Today is our first encounter with a non-trivial theorem, the Sard theorem.
Theorem(Sard)Given a smooth map $F: M \to N$, the set of critical values of $F$ is a measure zero set in $N$.

We recall the definitions

  • A point $p \in M$ is a critical point of $F$, if $dF: T_p M \to T_{F(p)} N$ is not surjective. The set of critical point is denoted as $Cr(F)$.
  • A point $q \in N$ is a critical value of $F$, if $q$ is the image of a critical point. The set of critical value is denoted as $\Delta_F$, or called the discriminant locus.
  • A subset $A \subset N^n$ is of measure zero (or negligible), if for any coordinate chart $(U, \varphi)$ on $N$, $\varphi(A \cap N)$ is of measure zero in $\R^n$.

Note: we don't have a canonical measure on $N$, but we have a class smooth density on $N$, which can be written as a smooth positive function times the Lebesgue measure induced by the coordinates.

It suffices to prove a local version of the Sard theorem, in a coordinate chart.

Theorem (Sard on $\R^n$) Let $U \subset \R^n$ be an open set, $F: U \to \R^m$ be a smooth map. Assume $n \geq m$. Then the discriminant set $\Delta_F$ is of measure zero.

Remark: We don't say anything about the measure of $Cr(F)$, in fact, it can be quite large. For example, consider a non-negative function $f: \R \to \R$, where $f$ vanishes on $[-1,1]$, then $[-1,1] \subset Cr(f)$, but $f([-1,1])$ is just a single point, $0$.

(I am copying the proof from Nicholascu's note, page 30, which was originally due to Milnor and Pontryagin.)

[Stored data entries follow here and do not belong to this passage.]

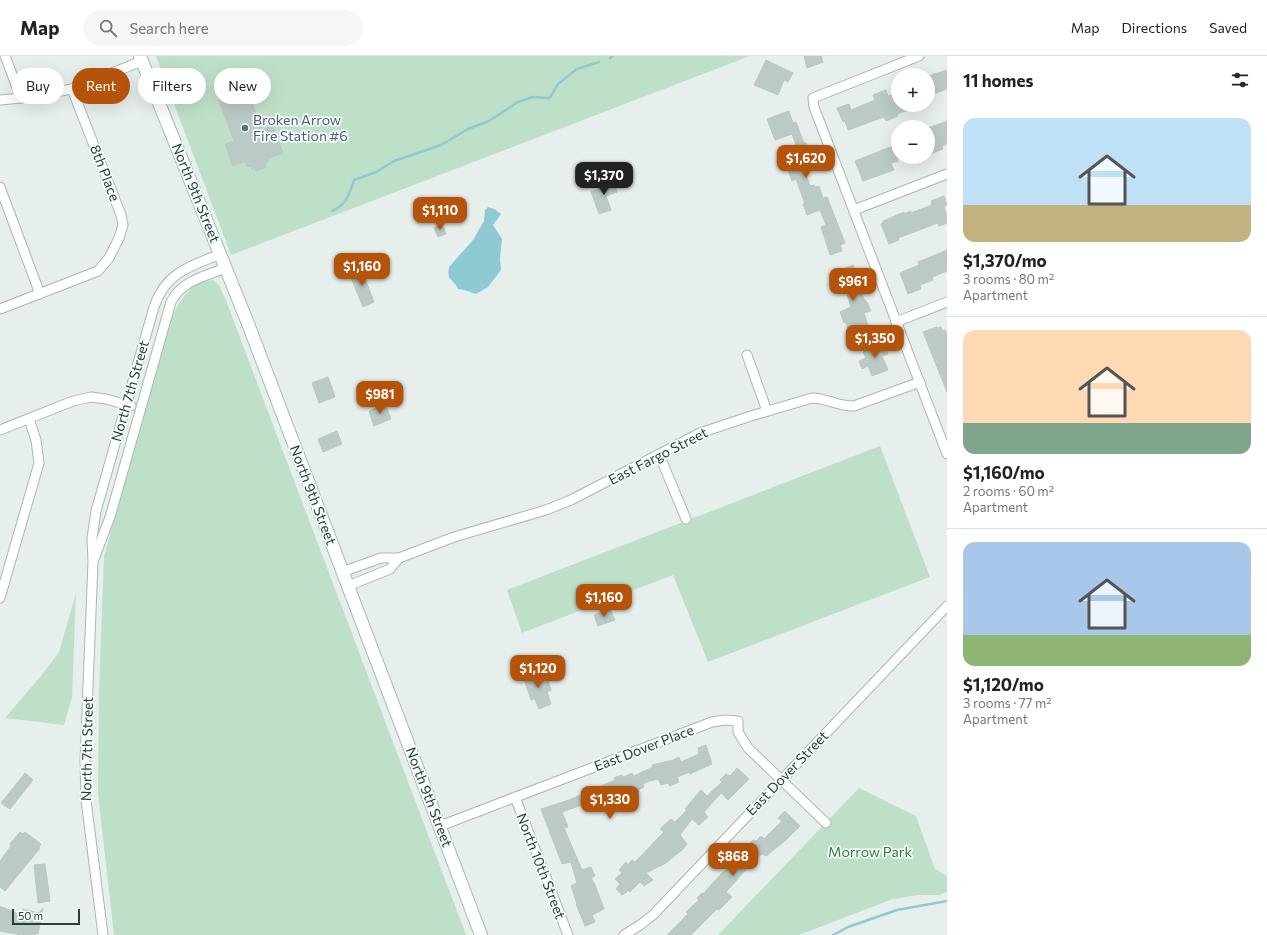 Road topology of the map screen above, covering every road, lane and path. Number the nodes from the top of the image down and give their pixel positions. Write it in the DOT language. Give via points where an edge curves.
graph roads {
  1 [pos="5,56"];
  2 [pos="919,56"];
  3 [pos="141,58"];
  4 [pos="119,68"];
  5 [pos="12,74"];
  6 [pos="72,89"];
  7 [pos="64,90"];
  8 [pos="12,99"];
  9 [pos="0,100"];
  10 [pos="78,104"];
  11 [pos="947,174"];
  12 [pos="0,187"];
  13 [pos="854,210"];
  14 [pos="221,254"];
  15 [pos="226,268"];
  16 [pos="40,294"];
  17 [pos="947,302"];
  18 [pos="0,309"];
  19 [pos="896,322"];
  20 [pos="747,355"];
  21 [pos="920,382"];
  22 [pos="126,405"];
  23 [pos="140,409"];
  24 [pos="767,411"];
  25 [pos="29,419"];
  26 [pos="0,430"];
  27 [pos="659,454"];
  28 [pos="947,454"];
  29 [pos="686,519"];
  30 [pos="399,558"];
  31 [pos="92,562"];
  32 [pos="342,572"];
  33 [pos="348,586"];
  34 [pos="0,598"];
  35 [pos="947,606"];
  36 [pos="781,779"];
  37 [pos="515,797"];
  38 [pos="826,822"];
  39 [pos="440,826"];
  40 [pos="103,935"];
  41 [pos="481,935"];
  42 [pos="568,935"];
  43 [pos="624,935"];
  1 -- 5 [label="street"];
  2 -- 13 [label="street" via="813,98 814,107"];
  3 -- 4 [label="street"];
  3 -- 14 [label="main road, North 9th Street"];
  6 -- 7 [label="street"];
  8 -- 9 [label="street"];
  10 -- 16 [label="street, 8th Place" via="123,225 109,258 98,271"];
  11 -- 13 [label="street"];
  12 -- 16 [label="street"];
  13 -- 19 [label="street"];
  14 -- 15 [label="main road, North 9th Street"];
  14 -- 22 [label="street, North 7th Street" via="177,274 160,292"];
  15 -- 23 [label="street, North 7th Street" via="189,282 174,296"];
  15 -- 32 [label="main road, North 9th Street"];
  16 -- 18 [label="street, 8th Place"];
  17 -- 19 [label="street"];
  19 -- 21 [label="street"];
  20 -- 24 [label="street"];
  21 -- 24 [label="street, East Fargo Street" via="854,406 843,406 812,398"];
  21 -- 28 [label="street"];
  22 -- 23 [label="street"];
  22 -- 25 [label="street" via="91,397 73,401"];
  22 -- 31 [label="street, North 7th Street" via="96,511"];
  23 -- 31 [label="street, North 7th Street" via="110,517"];
  24 -- 27 [label="street, East Fargo Street" via="705,431"];
  25 -- 26 [label="street"];
  25 -- 34 [label="street" via="36,440 39,463"];
  27 -- 29 [label="street"];
  27 -- 30 [label="street, East Fargo Street" via="546,510 454,537"];
  30 -- 32 [label="street, East Fargo Street" via="381,558"];
  30 -- 33 [label="street, East Fargo Street" via="387,571"];
  31 -- 40 [label="street, North 7th Street" via="86,800"];
  32 -- 33 [label="main road, North 9th Street"];
  33 -- 39 [label="main road, North 9th Street"];
  35 -- 36 [label="street, East Dover Street"];
  36 -- 37 [label="street, East Dover Place" via="748,748 738,732 738,721 712,722"];
  36 -- 38 [label="street"];
  36 -- 43 [label="street, East Dover Street" via="653,915"];
  37 -- 39 [label="street, East Dover Place"];
  37 -- 42 [label="street, North 10th Street"];
  39 -- 41 [label="main road, North 9th Street"];
}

We denote $Cr^k(F) \subset Cr(F)$ denote the subset of points in $U$ such that all partial derivatives of $F$ up to order $k$ vanishes (check: this notion does not depends on the choice of coordinates). We obtain a descreasing filtration of closed sets $$ Cr(F) \supset Cr^1(F) \supset Cr^2(F) \supset Cr^3(F) \supset \cdots $$

Note: A point $p \in Cr(F)$ means $dF(p)$ is not surjective, a point $p \in Cr^1(F)$ means $dF(p)=0$.

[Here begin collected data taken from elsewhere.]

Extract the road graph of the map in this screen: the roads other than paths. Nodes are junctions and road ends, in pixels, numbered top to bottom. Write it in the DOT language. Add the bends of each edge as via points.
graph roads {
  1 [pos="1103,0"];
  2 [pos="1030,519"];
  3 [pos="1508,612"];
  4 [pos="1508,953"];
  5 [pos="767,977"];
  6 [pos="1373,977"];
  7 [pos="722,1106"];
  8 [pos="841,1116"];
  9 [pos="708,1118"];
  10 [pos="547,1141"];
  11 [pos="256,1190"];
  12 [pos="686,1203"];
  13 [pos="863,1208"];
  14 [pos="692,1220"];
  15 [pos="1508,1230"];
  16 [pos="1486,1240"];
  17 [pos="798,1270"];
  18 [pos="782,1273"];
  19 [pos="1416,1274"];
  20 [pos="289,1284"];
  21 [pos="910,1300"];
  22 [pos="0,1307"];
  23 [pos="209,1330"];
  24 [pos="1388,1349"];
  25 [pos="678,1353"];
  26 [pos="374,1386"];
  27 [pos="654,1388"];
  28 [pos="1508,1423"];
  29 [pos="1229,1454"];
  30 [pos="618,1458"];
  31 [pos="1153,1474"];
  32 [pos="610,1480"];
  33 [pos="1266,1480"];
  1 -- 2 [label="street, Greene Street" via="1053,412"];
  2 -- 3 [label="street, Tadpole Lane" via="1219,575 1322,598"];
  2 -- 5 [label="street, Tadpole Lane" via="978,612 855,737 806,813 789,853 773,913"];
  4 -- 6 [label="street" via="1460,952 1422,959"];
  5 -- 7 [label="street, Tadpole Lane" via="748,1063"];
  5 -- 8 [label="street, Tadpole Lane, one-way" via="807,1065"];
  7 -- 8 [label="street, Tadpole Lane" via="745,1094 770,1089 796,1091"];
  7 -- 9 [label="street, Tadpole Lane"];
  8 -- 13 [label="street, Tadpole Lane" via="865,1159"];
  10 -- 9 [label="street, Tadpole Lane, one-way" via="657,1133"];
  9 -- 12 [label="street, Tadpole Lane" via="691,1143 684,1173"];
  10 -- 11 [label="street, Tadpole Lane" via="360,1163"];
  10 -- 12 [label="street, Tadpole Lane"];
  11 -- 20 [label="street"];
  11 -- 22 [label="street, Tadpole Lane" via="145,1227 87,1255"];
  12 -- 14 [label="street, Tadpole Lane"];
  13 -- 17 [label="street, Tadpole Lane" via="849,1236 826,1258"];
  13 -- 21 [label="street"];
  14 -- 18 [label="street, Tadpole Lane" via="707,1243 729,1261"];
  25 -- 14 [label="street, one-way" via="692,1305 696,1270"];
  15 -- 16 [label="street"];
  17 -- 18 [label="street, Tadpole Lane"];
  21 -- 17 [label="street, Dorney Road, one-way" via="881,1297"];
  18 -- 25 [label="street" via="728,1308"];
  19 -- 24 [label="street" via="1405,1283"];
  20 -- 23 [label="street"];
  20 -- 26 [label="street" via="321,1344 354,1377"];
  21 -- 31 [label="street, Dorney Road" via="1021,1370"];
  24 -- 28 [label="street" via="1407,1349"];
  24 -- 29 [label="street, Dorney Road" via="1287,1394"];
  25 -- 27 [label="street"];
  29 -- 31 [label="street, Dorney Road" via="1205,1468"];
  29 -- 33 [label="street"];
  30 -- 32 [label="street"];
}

We prove by induction. The case $n=0$ is trivial. We assume the case is true for any $n' < n$ and any $m \leq n'$. The inductive step is divided into 3 steps

  1. Step 1: Show that $F(Cr_F - Cr^1_F)$ is neligible .
  2. Step 2: Show that $F(Cr^k_F - Cr^{k+1}_F)$ is neglible for all $k \geq 1$
  3. Step 3: Show that the set $F(Cr^k_F)$ is neglible for some sufficiently large $k$.

Step 1: Set $Cr'_F = Cr_F - Cr_F^1$. We will show that there exists a countable open cover $\gdef\cO{\mathcal O} \{\cO_j\}_{j=1}^\infty$ of $Cr'_F$, such that $F(\cO_j \cap Cr'_F)$ is neglibile for all $j$. Since $Cr'_F$ is contained in a second countable space $\R^n$, every open cover has a countable refinement, hence suffice to prove that for each $u \in Cr'_F$, there is a neighborhood $\gdef\cN{\mathcal N} \cN$, such that $F(\cN \cap Cr'_F)$ is negligible.

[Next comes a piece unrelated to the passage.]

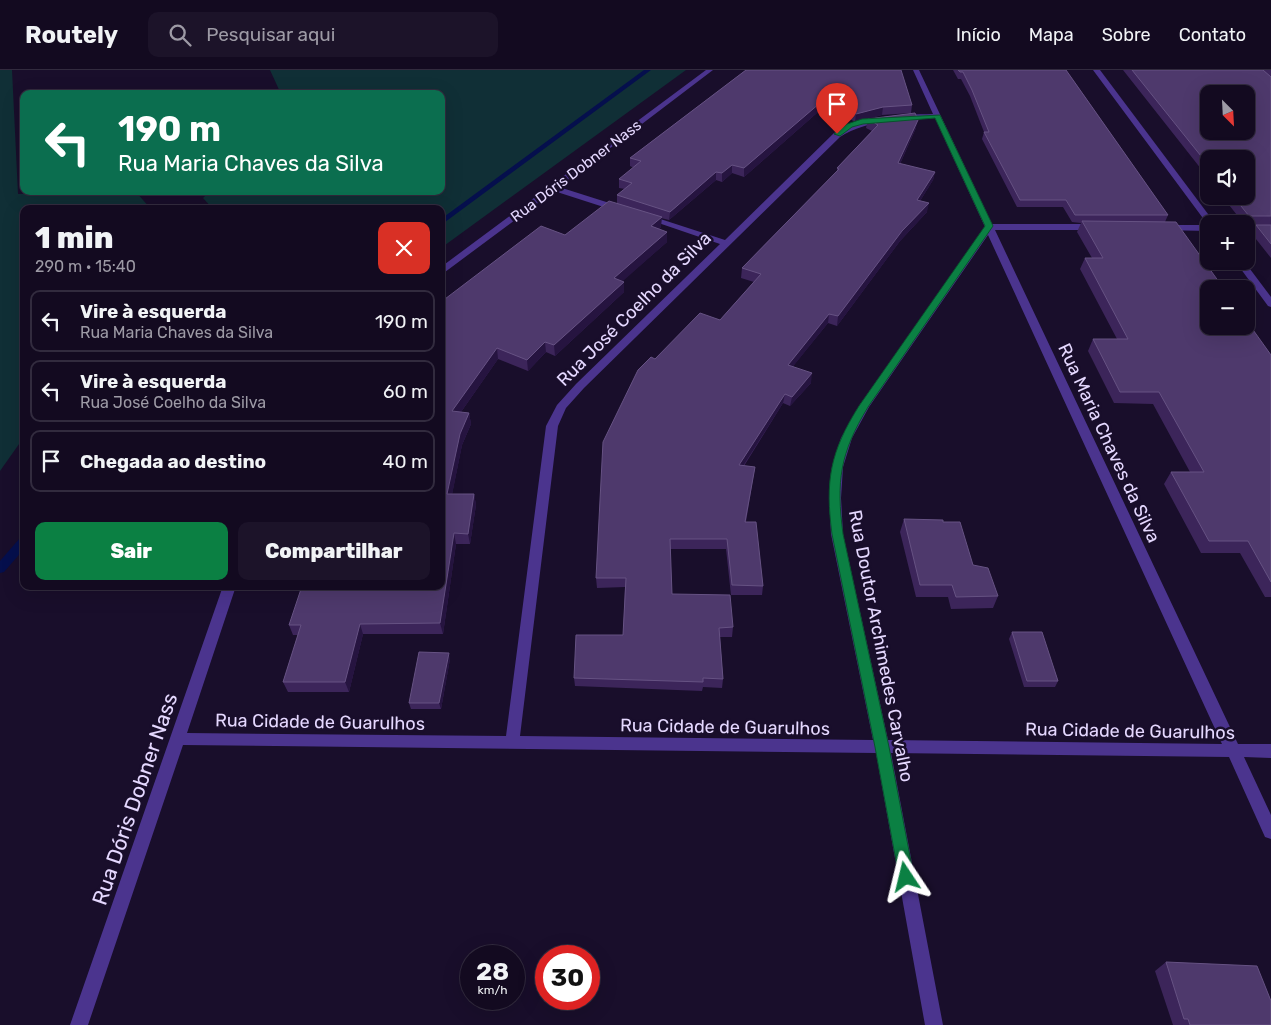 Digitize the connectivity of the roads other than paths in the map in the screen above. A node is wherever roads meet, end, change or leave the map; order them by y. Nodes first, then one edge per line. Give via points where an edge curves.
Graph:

Suppose $p \in Cr'_F$, since $dF(p)$ is not identifically zero, we may choose coordinate chart $(U, (x_i))$ centered around $p$ and $(V, (y_j))$ centered around $F(p)$, such that in this coordinate $F(x_1,\cdots,x_n) = (F_1(x), \cdots, F_m(x))$, and $$ F_1(x) = x_1. $$ ( Why we can have such coordinates? We can choose coordinate $(V, (y_j))$ first, and consider $y_j \circ F$ on $F^{-1}(V)$ for all $j$, there exists at least one $j$, such that $d(y_j\circ F)(p) \neq 0$, otherwise $dF(p)=0$. Then, wlog, assume $j=1$, and define $x_1 = y_1 \circ F$. )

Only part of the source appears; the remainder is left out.